Start of RECORDS FOR THIS EXERCISE
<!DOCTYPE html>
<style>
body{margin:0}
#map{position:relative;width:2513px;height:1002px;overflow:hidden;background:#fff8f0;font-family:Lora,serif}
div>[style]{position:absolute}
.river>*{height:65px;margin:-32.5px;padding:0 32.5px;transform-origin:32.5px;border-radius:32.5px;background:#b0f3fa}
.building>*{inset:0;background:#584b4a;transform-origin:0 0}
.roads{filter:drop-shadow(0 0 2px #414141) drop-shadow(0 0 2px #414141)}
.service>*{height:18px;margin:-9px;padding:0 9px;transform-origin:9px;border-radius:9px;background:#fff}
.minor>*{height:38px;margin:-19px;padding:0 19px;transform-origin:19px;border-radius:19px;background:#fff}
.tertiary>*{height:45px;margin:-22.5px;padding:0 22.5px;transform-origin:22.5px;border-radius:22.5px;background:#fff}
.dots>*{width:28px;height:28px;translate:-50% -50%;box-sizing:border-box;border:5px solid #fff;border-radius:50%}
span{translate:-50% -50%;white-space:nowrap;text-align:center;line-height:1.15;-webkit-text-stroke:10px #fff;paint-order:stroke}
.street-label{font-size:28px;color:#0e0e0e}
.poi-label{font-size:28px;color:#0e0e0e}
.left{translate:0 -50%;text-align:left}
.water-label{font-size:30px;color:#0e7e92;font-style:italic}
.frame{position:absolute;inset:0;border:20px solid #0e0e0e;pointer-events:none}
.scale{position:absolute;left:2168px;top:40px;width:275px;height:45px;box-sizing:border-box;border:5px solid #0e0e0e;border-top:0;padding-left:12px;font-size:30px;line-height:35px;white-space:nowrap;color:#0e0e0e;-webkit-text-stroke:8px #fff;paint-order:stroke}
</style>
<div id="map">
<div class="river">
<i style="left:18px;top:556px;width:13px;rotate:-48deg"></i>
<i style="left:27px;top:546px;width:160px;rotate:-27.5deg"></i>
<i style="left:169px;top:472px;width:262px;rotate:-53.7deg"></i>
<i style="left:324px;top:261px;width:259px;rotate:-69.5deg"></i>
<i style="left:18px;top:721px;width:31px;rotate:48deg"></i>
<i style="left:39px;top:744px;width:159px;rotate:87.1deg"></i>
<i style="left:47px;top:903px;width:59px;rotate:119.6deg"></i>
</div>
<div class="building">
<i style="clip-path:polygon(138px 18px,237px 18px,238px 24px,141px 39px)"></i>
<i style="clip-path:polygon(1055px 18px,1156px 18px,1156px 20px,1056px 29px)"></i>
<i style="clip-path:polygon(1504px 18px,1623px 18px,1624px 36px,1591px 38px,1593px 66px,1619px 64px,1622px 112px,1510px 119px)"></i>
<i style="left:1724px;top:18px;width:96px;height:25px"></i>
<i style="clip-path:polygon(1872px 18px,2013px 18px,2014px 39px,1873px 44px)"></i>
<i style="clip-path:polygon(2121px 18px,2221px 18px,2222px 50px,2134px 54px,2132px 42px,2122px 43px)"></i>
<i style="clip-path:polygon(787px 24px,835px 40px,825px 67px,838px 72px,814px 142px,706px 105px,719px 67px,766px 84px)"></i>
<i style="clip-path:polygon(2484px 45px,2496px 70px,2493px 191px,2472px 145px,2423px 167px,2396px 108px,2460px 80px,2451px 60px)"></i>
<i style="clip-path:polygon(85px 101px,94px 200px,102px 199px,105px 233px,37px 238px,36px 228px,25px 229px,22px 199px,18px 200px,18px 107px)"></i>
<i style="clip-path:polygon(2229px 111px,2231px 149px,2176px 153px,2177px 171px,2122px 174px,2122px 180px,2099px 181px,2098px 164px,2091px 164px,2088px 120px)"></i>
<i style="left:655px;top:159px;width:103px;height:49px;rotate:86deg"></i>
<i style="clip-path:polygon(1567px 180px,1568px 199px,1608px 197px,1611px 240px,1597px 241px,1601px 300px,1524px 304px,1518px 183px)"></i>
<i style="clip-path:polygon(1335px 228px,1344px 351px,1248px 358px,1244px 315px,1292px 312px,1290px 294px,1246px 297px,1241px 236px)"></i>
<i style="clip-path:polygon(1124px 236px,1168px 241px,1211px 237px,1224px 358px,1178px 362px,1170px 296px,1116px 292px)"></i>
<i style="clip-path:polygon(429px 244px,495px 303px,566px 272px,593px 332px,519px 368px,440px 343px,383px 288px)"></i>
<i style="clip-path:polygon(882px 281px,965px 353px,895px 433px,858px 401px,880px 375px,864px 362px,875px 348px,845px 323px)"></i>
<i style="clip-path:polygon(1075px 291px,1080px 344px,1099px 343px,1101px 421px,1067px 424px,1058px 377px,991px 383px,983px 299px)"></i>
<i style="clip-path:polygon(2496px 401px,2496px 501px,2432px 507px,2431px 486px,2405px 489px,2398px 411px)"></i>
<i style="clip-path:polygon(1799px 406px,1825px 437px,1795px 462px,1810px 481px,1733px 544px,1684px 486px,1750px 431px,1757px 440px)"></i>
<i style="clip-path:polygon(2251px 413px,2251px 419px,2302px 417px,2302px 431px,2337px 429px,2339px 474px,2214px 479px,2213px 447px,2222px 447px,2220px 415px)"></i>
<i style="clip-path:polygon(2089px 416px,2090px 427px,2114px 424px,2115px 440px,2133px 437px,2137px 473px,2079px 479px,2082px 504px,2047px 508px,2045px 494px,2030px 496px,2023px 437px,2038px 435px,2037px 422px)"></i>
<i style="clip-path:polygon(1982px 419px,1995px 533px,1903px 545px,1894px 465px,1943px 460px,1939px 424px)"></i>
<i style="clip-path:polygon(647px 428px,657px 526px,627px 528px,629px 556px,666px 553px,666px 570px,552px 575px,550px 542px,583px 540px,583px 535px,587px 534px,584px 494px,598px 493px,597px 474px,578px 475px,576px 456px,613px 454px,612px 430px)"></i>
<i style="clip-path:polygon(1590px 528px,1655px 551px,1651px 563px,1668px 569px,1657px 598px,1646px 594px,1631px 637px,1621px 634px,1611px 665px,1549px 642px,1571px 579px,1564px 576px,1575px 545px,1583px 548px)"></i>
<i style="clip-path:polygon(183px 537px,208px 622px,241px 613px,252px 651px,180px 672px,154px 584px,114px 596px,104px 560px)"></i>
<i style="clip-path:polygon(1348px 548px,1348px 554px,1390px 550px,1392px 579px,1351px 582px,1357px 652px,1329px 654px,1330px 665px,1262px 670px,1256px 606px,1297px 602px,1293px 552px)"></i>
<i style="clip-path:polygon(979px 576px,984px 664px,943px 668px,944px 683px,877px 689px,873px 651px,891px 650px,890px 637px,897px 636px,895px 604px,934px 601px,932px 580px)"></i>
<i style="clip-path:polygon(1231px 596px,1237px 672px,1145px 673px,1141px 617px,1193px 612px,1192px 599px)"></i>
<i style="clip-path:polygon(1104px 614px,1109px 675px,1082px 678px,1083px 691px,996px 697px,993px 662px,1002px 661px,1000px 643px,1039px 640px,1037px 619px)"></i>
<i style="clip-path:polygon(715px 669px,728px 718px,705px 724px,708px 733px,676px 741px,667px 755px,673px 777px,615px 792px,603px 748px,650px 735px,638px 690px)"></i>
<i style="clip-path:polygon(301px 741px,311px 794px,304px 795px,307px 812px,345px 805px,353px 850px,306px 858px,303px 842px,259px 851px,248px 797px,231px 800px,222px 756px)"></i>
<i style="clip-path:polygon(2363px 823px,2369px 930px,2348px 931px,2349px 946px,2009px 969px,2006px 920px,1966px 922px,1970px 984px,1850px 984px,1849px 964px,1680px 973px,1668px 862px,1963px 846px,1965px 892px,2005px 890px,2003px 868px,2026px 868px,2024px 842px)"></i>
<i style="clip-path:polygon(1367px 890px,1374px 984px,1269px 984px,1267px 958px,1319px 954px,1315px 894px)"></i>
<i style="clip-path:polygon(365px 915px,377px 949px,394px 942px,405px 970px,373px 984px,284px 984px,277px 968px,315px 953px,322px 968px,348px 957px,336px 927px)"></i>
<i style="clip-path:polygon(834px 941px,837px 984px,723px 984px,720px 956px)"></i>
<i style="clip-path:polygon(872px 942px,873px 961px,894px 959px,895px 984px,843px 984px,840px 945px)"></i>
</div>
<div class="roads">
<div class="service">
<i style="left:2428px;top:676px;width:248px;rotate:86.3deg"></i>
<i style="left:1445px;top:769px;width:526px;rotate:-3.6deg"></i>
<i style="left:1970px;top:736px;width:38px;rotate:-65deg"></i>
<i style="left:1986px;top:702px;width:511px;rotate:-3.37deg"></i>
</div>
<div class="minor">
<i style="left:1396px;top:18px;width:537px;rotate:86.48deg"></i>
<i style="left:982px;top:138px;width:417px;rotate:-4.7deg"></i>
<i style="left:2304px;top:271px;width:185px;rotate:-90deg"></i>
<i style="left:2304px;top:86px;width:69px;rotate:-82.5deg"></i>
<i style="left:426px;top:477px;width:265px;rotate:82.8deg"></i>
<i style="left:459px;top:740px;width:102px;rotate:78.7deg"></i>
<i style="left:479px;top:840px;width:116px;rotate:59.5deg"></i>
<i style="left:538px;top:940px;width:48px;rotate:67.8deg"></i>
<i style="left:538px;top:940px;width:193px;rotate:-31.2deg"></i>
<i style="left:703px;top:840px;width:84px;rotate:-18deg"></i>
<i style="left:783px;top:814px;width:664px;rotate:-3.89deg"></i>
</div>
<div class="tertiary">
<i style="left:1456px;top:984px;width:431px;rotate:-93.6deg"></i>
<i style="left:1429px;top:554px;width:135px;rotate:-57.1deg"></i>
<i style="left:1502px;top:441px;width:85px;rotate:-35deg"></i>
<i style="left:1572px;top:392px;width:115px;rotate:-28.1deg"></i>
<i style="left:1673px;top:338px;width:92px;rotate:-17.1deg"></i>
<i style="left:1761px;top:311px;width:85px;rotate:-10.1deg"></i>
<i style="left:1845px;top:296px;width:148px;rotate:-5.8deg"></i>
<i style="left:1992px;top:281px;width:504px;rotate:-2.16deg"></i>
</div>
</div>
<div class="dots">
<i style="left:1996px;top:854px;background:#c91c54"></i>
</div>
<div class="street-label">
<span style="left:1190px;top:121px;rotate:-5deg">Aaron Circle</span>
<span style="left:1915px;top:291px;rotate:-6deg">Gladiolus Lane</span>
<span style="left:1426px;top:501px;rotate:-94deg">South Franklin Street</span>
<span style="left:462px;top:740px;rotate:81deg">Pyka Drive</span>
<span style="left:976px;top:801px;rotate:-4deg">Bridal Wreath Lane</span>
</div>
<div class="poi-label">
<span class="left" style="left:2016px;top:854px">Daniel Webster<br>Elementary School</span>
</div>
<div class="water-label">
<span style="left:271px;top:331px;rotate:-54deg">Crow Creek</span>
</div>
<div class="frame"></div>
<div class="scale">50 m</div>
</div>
End of RECORDS FOR THIS EXERCISE
◆ **REQUIREMENT**
Using the data above, print exactly the lines from the line that contains "401px,2496px 501px,2432px 507px,2431px" through the line that contains "548px,1348px 554px,1390px 550px,1392px", with both included.

◆ **ANSWER AREA**
<i style="clip-path:polygon(2496px 401px,2496px 501px,2432px 507px,2431px 486px,2405px 489px,2398px 411px)"></i>
<i style="clip-path:polygon(1799px 406px,1825px 437px,1795px 462px,1810px 481px,1733px 544px,1684px 486px,1750px 431px,1757px 440px)"></i>
<i style="clip-path:polygon(2251px 413px,2251px 419px,2302px 417px,2302px 431px,2337px 429px,2339px 474px,2214px 479px,2213px 447px,2222px 447px,2220px 415px)"></i>
<i style="clip-path:polygon(2089px 416px,2090px 427px,2114px 424px,2115px 440px,2133px 437px,2137px 473px,2079px 479px,2082px 504px,2047px 508px,2045px 494px,2030px 496px,2023px 437px,2038px 435px,2037px 422px)"></i>
<i style="clip-path:polygon(1982px 419px,1995px 533px,1903px 545px,1894px 465px,1943px 460px,1939px 424px)"></i>
<i style="clip-path:polygon(647px 428px,657px 526px,627px 528px,629px 556px,666px 553px,666px 570px,552px 575px,550px 542px,583px 540px,583px 535px,587px 534px,584px 494px,598px 493px,597px 474px,578px 475px,576px 456px,613px 454px,612px 430px)"></i>
<i style="clip-path:polygon(1590px 528px,1655px 551px,1651px 563px,1668px 569px,1657px 598px,1646px 594px,1631px 637px,1621px 634px,1611px 665px,1549px 642px,1571px 579px,1564px 576px,1575px 545px,1583px 548px)"></i>
<i style="clip-path:polygon(183px 537px,208px 622px,241px 613px,252px 651px,180px 672px,154px 584px,114px 596px,104px 560px)"></i>
<i style="clip-path:polygon(1348px 548px,1348px 554px,1390px 550px,1392px 579px,1351px 582px,1357px 652px,1329px 654px,1330px 665px,1262px 670px,1256px 606px,1297px 602px,1293px 552px)"></i>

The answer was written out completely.